The required output is a number: how many lines of the data below include the string "Elveda".

[Stored records]
------

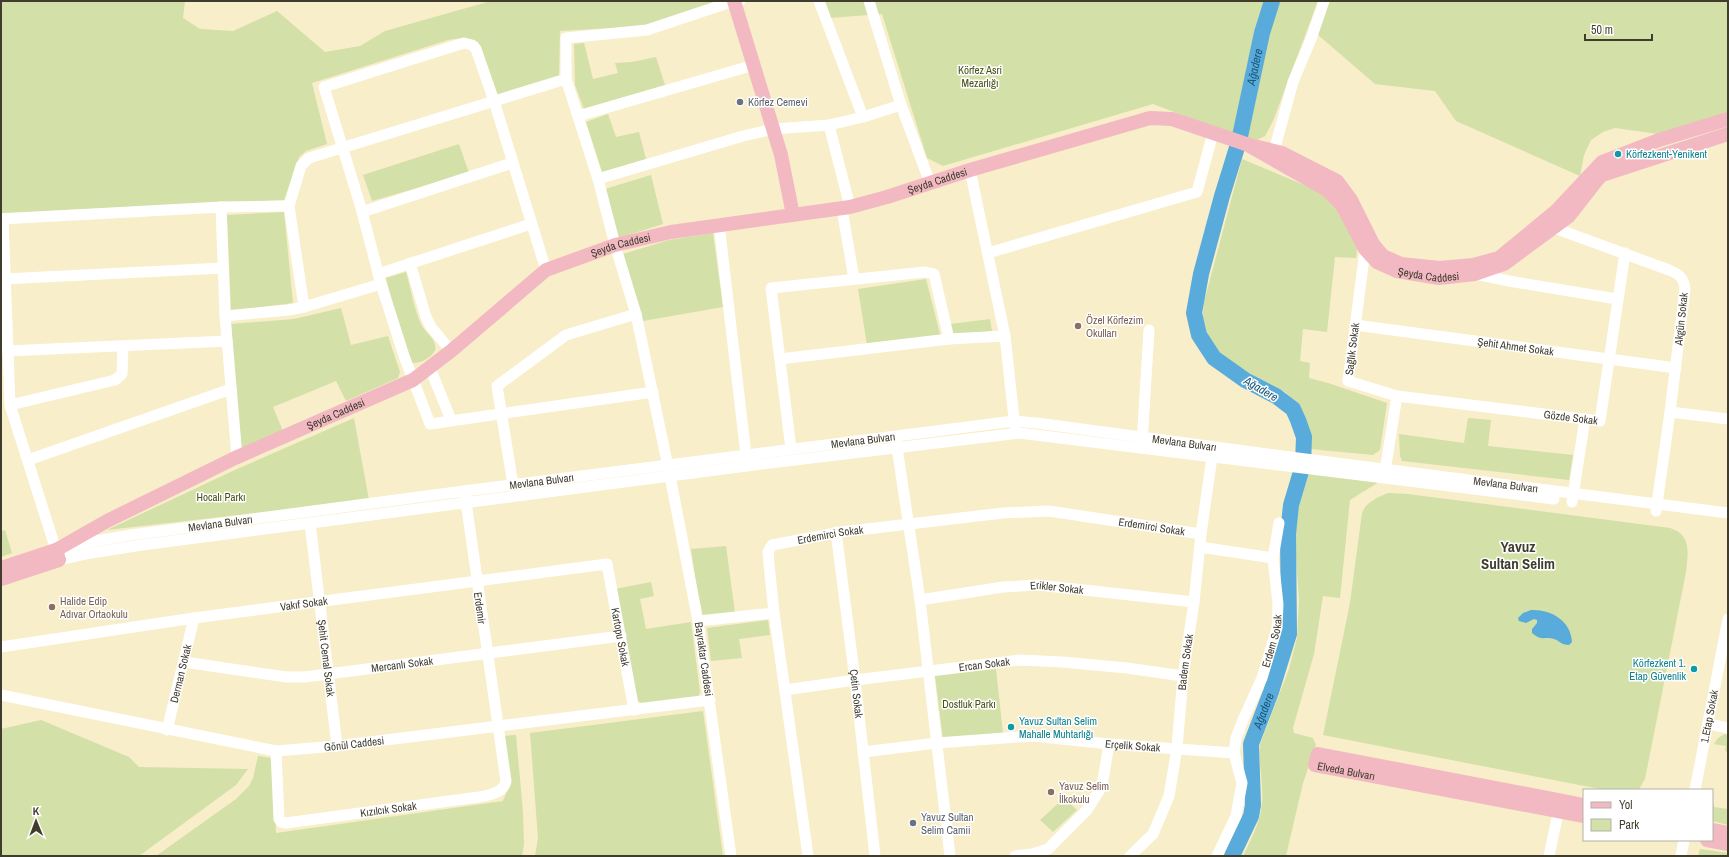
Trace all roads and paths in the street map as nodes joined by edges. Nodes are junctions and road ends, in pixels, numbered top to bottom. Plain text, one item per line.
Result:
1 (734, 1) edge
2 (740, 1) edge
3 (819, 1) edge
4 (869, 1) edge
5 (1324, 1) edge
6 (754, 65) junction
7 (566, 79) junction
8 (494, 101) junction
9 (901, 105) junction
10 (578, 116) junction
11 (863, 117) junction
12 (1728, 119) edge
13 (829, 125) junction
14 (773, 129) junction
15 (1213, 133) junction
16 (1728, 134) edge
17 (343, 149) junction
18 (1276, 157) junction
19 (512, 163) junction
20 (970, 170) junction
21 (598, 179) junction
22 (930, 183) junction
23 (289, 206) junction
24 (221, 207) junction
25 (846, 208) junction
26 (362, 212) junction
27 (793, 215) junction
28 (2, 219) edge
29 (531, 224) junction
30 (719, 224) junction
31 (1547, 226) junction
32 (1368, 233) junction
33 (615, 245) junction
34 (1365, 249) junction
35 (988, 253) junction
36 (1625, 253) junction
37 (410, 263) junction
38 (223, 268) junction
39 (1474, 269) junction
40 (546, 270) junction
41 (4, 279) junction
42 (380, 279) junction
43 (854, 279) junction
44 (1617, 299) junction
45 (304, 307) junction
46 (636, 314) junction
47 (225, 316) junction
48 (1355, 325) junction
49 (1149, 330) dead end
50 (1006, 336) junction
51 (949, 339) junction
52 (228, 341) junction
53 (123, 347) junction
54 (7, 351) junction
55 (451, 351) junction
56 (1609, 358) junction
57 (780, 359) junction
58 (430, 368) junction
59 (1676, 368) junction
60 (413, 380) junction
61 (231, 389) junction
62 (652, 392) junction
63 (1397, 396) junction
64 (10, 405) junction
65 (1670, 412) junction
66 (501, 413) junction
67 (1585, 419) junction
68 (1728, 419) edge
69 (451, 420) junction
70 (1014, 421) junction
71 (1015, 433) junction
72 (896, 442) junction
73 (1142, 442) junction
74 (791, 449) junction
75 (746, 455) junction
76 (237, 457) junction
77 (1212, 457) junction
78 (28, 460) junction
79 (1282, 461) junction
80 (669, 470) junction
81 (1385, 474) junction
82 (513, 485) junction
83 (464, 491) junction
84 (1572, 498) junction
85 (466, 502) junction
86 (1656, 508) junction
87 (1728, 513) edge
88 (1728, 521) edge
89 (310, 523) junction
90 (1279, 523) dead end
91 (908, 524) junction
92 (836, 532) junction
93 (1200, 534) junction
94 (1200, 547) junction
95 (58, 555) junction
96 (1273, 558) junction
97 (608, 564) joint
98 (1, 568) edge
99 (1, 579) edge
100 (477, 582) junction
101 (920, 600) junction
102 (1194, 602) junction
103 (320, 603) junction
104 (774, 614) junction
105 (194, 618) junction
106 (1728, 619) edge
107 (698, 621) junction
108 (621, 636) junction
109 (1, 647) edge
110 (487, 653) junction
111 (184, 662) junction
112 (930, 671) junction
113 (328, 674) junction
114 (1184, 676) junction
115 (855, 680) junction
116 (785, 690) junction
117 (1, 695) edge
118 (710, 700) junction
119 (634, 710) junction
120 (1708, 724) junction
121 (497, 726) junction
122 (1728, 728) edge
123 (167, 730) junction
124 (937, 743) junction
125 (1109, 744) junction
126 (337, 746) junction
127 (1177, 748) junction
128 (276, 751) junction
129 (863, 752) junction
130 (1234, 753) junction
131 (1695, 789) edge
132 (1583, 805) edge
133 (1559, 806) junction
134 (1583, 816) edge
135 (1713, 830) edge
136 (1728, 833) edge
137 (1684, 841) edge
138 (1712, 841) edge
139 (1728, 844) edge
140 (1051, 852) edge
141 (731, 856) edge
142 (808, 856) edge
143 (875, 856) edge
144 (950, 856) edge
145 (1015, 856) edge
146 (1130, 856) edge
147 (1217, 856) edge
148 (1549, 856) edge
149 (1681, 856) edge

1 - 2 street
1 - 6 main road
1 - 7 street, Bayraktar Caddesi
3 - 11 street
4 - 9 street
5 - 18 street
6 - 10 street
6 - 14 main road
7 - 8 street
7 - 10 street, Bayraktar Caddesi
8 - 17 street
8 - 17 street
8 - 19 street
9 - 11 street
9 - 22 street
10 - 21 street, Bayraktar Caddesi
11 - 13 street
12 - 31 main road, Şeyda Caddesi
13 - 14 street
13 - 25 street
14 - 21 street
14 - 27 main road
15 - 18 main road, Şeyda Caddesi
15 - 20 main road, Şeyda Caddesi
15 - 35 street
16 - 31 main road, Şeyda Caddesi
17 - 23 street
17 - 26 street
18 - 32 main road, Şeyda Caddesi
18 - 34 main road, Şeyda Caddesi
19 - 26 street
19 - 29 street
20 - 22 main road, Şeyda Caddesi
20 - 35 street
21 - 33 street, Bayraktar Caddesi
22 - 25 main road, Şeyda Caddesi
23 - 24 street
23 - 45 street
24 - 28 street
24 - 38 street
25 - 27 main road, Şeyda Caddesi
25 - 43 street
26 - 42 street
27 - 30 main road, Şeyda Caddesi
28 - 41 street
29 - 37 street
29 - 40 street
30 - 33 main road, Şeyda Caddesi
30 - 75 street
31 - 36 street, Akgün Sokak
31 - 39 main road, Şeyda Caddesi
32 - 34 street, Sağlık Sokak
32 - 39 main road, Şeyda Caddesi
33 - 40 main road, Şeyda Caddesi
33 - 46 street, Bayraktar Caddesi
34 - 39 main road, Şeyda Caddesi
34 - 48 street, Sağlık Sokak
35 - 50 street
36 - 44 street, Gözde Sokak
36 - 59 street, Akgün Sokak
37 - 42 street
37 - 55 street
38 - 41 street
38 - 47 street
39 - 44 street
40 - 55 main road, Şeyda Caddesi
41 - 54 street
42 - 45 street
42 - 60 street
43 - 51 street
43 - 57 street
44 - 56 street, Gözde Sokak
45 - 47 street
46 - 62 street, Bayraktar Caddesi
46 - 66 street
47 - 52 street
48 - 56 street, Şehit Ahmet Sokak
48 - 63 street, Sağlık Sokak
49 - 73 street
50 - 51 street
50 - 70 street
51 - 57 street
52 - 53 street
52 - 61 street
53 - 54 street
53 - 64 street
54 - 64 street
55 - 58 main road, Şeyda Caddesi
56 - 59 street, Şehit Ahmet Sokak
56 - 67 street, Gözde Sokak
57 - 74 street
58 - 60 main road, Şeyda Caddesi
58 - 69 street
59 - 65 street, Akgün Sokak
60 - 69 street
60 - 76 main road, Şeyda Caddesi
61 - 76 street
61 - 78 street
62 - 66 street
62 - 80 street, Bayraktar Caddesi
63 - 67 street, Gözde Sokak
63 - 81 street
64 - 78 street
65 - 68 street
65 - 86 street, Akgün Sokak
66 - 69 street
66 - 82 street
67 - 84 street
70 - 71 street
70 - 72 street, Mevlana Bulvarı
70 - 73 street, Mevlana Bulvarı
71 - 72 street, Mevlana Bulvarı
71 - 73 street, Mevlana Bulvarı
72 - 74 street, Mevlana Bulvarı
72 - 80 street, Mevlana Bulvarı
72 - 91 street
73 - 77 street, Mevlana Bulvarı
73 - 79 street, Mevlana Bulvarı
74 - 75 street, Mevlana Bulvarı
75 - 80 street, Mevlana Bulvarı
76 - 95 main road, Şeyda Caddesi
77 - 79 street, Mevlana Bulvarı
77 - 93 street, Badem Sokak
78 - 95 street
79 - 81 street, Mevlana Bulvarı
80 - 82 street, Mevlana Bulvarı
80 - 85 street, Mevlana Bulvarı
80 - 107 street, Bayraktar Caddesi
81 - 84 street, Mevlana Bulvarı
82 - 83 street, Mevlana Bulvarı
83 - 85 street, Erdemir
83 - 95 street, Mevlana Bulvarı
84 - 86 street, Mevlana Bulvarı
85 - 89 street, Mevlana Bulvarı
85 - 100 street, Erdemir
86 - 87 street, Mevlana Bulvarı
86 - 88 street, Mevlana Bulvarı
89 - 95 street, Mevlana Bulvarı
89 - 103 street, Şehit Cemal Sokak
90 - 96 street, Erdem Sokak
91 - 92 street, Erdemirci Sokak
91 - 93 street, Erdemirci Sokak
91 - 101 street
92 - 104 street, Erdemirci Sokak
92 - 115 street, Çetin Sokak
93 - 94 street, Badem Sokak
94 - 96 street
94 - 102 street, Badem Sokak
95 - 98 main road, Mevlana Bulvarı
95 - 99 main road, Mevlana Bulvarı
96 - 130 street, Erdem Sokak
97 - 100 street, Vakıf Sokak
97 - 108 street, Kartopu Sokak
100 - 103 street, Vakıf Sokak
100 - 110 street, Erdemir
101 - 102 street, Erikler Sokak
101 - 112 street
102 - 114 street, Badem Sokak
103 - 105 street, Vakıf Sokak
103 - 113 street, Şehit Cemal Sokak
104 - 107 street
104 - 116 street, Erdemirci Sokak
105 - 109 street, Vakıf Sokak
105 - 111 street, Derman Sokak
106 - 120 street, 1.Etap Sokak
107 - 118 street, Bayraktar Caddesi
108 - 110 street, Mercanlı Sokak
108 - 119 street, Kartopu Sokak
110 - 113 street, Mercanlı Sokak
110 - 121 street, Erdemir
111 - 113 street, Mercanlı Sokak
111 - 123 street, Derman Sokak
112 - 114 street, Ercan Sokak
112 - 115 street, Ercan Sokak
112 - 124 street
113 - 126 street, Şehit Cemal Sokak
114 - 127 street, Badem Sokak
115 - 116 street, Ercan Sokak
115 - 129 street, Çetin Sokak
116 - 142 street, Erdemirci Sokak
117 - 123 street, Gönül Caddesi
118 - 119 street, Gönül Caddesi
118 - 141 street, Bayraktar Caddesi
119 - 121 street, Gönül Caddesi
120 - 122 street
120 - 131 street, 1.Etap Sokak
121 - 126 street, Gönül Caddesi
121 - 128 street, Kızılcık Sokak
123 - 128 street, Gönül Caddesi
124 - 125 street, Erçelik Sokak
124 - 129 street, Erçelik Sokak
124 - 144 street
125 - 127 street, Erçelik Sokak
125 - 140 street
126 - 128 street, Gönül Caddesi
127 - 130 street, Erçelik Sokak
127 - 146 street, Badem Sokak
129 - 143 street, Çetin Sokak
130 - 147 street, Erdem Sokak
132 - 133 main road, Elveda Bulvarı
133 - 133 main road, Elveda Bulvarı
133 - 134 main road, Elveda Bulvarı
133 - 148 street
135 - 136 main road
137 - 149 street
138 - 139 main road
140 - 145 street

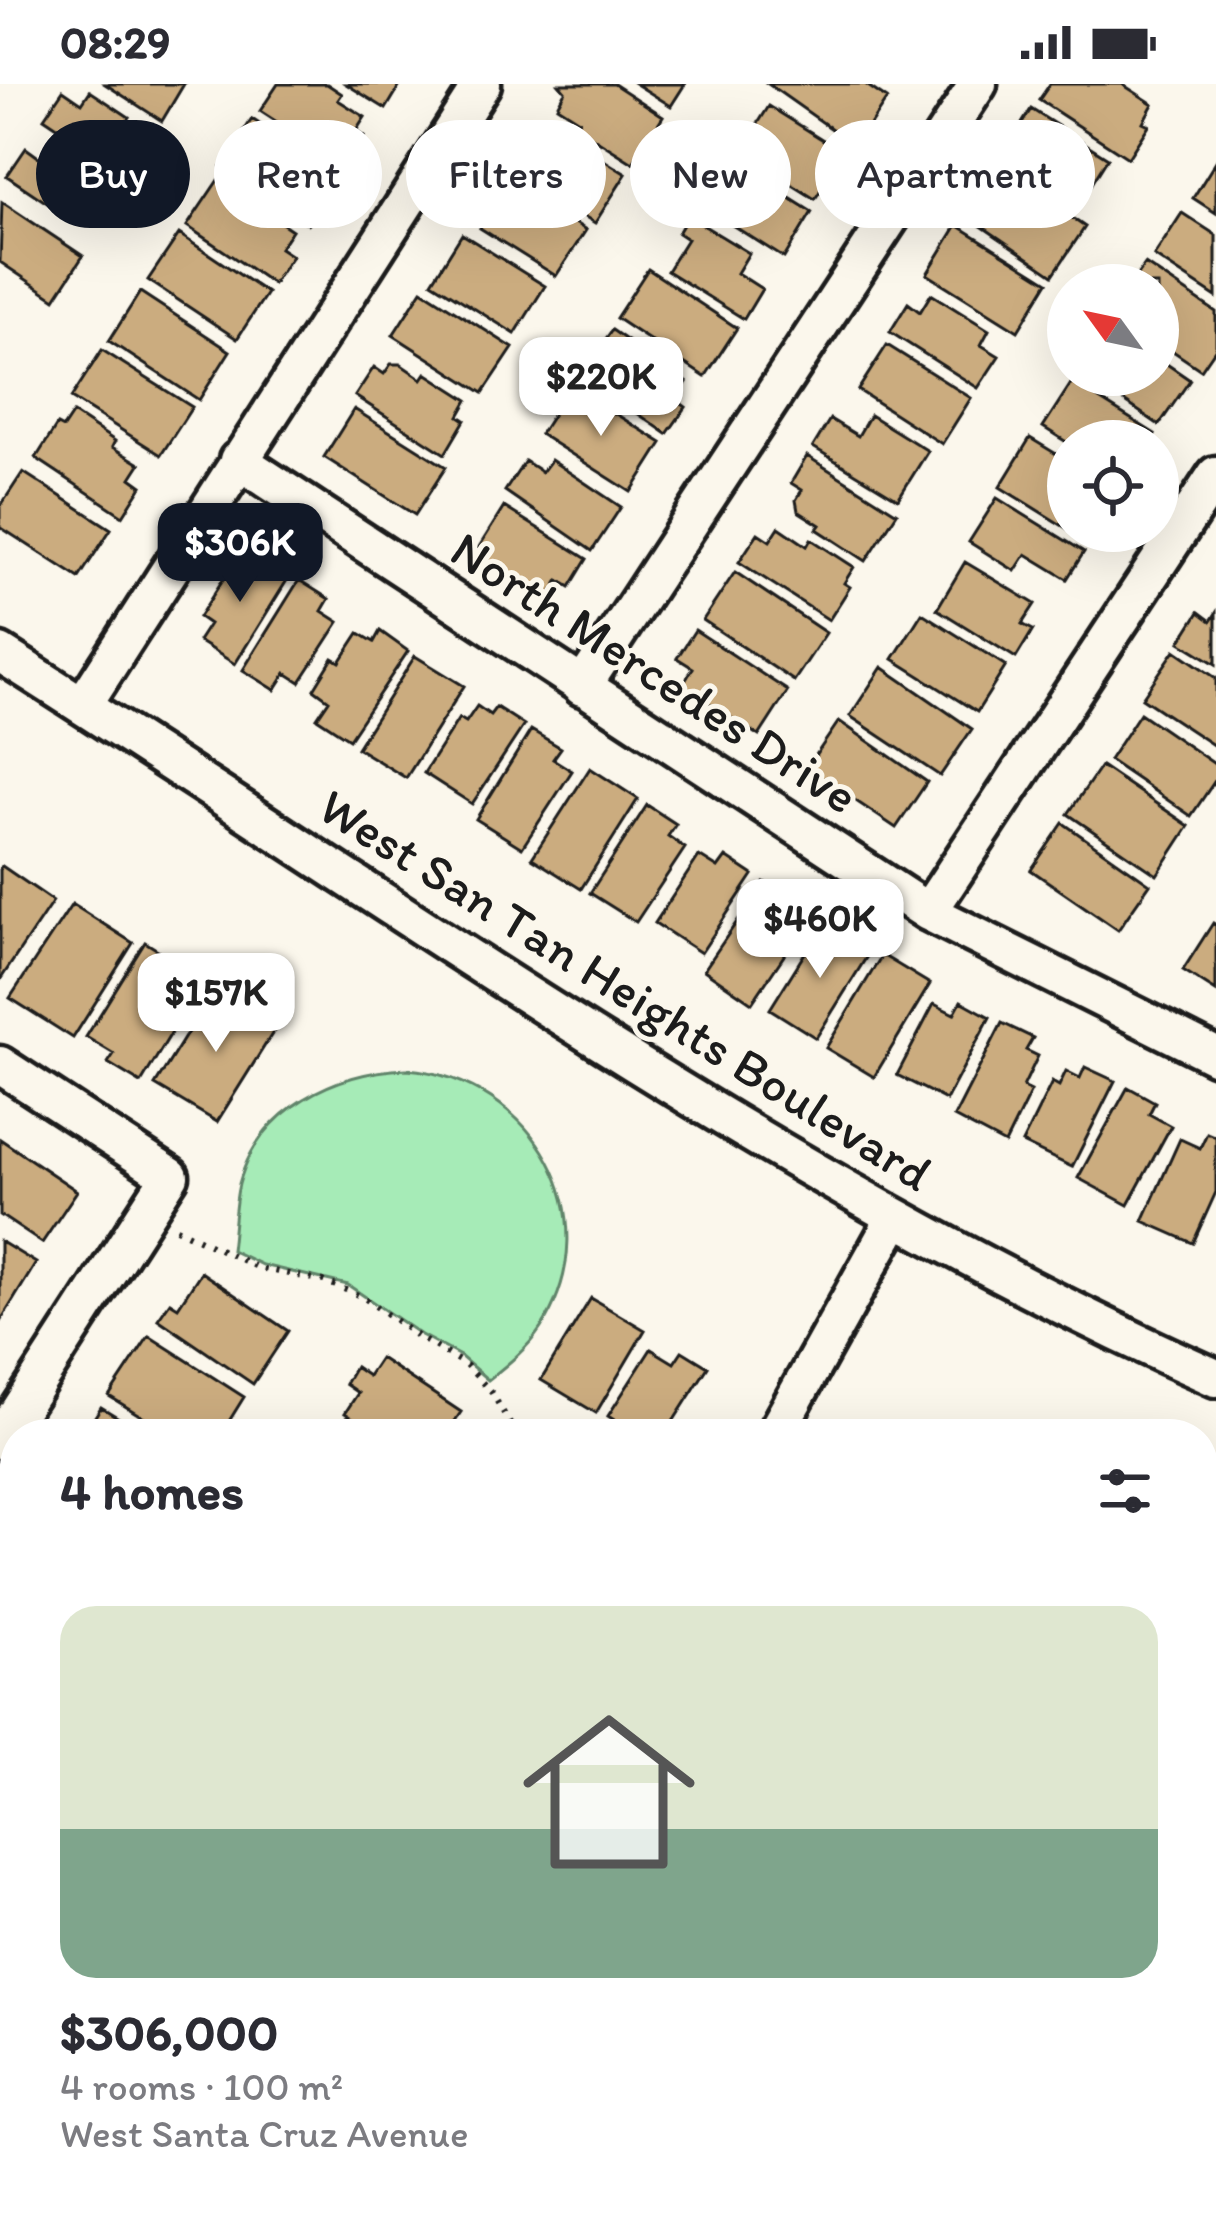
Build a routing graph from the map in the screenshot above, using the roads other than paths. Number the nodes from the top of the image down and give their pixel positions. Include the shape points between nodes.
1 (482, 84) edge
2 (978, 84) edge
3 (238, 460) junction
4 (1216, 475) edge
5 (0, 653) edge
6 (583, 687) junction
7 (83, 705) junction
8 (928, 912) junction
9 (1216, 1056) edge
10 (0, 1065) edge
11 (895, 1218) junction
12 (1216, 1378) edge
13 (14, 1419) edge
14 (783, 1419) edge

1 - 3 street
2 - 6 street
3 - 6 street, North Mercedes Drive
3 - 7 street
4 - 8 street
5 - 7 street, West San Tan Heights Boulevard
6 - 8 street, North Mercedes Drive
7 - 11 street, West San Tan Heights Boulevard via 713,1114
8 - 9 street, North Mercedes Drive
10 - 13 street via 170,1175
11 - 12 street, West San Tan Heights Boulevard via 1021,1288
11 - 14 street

------

● Worked solution
3